Perché Ananiainrete.it

Questo sito è il mio Web CV. Appartiene quindi alla categoria dei siti Web personali.

Con Ananiainrete.it presento quello che ho fatto, illustro quello che potrei fare e condivido i migliori documenti sul Web e Internet in generale.

 

Perché lo slogan "Un sito utile per rendere utili i siti"

La mia intenzione è di fornire, tramite Ananiainrete.it, un aiuto valido alla realizzazione di siti Web utili ai Web Team / Uffici Web.

In particolare, nella sezione Rirorse sono disponibili strumenti online, sitografia, bibliografia, White Paper e dispense che hanno lo scopo di chiarire le potenzalità di un sito e di individuare i suoi benefici, sia per l'organizzazione che per i visitatori.

Più in generale questa sezione contiene documenti per aiutare chi necessita di orientarsi in cosa siano la digitalizzazione della società, Internet, il Web, i blog e il fenomeno dei Social Network: Facebook, Flickr, Youtube, Wikipedia, ecc.

La sezione Rirorse è anche un esempio di Web 2.0 perché si arricchisce in continuazione con le segnalazioni di nuovi documenti da parte degli utenti.

Perché questo logo?

Il logo del sito Ananiainrete.it

Il logo vuole rappresentare l'interattività che esiste in Internet dalla sua nascita.

Non tutti i siti sono interattivi!

Quando un'organizzazione considera il suo sito Web come un deposito di contenuti testuali raramente pensati per il Web, la comunicazione è del tipo broadcasting e questo favorisce il comportamento da "saccheggio" dei visitatori che "cercano e portano via": notizie, newsletter, White Paper, brochure, ecc.

Invece quando l'organizzazione percepisce il Web come un luogo di ascolto e - perché no - di incontro, quando si aspetta di "migliorare" mediante il suo sito, essa implementarà logiche interattive basate sulla partecipazione e la condivisione.

Il logo cerca quindi di rappresentare graficamente la fenomenologia dell'incontro nel Web.

Perché il nome "Ananiainrete"

Il nome del sito si ispira alla figura di Anania, modello cristiano di "mediazione" tra Dio e gli uomini in ricerca.

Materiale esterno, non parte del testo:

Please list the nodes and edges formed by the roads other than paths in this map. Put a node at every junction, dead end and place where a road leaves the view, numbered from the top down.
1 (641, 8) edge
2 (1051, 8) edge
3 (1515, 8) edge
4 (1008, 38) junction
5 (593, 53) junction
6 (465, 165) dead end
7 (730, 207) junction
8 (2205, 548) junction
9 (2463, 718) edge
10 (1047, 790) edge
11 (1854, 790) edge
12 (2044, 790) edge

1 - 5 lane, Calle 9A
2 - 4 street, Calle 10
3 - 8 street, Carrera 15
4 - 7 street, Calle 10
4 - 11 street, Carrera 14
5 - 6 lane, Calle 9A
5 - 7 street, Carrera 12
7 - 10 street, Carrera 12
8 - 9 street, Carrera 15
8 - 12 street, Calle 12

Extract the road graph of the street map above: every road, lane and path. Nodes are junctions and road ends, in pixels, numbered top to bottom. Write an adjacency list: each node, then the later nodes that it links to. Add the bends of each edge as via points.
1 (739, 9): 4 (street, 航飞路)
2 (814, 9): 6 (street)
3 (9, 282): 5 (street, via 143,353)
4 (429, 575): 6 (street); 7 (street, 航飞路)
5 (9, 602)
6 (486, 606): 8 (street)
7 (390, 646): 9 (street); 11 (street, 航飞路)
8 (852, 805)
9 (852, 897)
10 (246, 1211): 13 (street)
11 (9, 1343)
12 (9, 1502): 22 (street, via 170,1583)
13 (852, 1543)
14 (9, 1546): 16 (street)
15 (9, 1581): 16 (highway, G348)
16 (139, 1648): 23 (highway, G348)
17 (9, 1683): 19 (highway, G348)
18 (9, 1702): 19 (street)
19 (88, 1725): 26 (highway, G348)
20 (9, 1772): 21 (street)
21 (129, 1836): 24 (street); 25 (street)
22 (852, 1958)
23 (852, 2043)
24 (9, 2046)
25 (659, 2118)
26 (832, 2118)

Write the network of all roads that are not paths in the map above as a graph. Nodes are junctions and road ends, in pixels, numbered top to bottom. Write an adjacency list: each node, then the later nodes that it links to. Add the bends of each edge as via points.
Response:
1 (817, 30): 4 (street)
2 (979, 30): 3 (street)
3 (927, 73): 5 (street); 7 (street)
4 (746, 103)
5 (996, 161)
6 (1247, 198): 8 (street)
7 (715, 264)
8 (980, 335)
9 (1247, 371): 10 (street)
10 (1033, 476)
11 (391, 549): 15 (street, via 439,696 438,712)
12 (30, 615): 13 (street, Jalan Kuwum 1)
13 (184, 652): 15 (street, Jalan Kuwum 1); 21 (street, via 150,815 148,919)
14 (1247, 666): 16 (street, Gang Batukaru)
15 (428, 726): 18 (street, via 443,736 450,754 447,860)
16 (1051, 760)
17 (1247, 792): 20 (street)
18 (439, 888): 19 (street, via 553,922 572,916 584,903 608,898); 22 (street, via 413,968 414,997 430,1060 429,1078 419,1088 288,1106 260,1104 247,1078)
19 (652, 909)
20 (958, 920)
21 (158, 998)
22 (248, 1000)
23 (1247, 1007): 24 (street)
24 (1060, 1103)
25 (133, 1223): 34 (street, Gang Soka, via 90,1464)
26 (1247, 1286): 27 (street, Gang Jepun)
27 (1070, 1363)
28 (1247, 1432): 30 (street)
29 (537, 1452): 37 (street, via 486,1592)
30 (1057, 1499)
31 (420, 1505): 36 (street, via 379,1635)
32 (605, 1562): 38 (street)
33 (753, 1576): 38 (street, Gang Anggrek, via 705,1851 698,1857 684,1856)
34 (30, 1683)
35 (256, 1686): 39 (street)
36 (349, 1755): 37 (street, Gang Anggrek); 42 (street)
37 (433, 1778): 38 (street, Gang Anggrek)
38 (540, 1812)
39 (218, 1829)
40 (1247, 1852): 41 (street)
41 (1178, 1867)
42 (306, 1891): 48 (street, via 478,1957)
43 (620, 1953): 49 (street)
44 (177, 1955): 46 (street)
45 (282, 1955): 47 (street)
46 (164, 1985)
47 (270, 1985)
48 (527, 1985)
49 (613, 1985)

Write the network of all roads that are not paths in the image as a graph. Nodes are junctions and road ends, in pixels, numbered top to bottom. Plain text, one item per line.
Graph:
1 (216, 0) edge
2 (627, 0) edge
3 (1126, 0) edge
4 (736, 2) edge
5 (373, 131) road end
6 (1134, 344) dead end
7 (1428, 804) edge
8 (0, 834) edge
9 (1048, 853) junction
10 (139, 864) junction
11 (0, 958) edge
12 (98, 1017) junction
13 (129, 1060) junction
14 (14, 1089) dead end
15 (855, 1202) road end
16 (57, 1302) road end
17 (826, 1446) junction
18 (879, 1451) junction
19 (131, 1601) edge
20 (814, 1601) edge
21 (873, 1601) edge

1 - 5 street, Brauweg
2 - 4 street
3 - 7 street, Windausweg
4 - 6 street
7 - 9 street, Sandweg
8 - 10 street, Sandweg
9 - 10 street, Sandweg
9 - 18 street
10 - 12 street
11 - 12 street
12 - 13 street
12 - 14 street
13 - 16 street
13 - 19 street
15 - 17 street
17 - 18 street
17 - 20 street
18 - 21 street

Anania è il discepolo di Damasco da cui Saulo (il futuro san Paolo) fu visitato prima della sua definitiva conversione (At 9, 10-17; 22, 10-16).

Come ha detto P. Lombardi al recente Convegno "Testimoni digitali" organizzato dalla CEI (2010), "ciò che è importante non è tanto la tecnologia, per quanto straordinaria e affascinante, ma è la relazione tra le persone". E' proprio in questa chiave che Anania - in rete - vuole essere di aiuto a chi vuole sviluppare siti utili.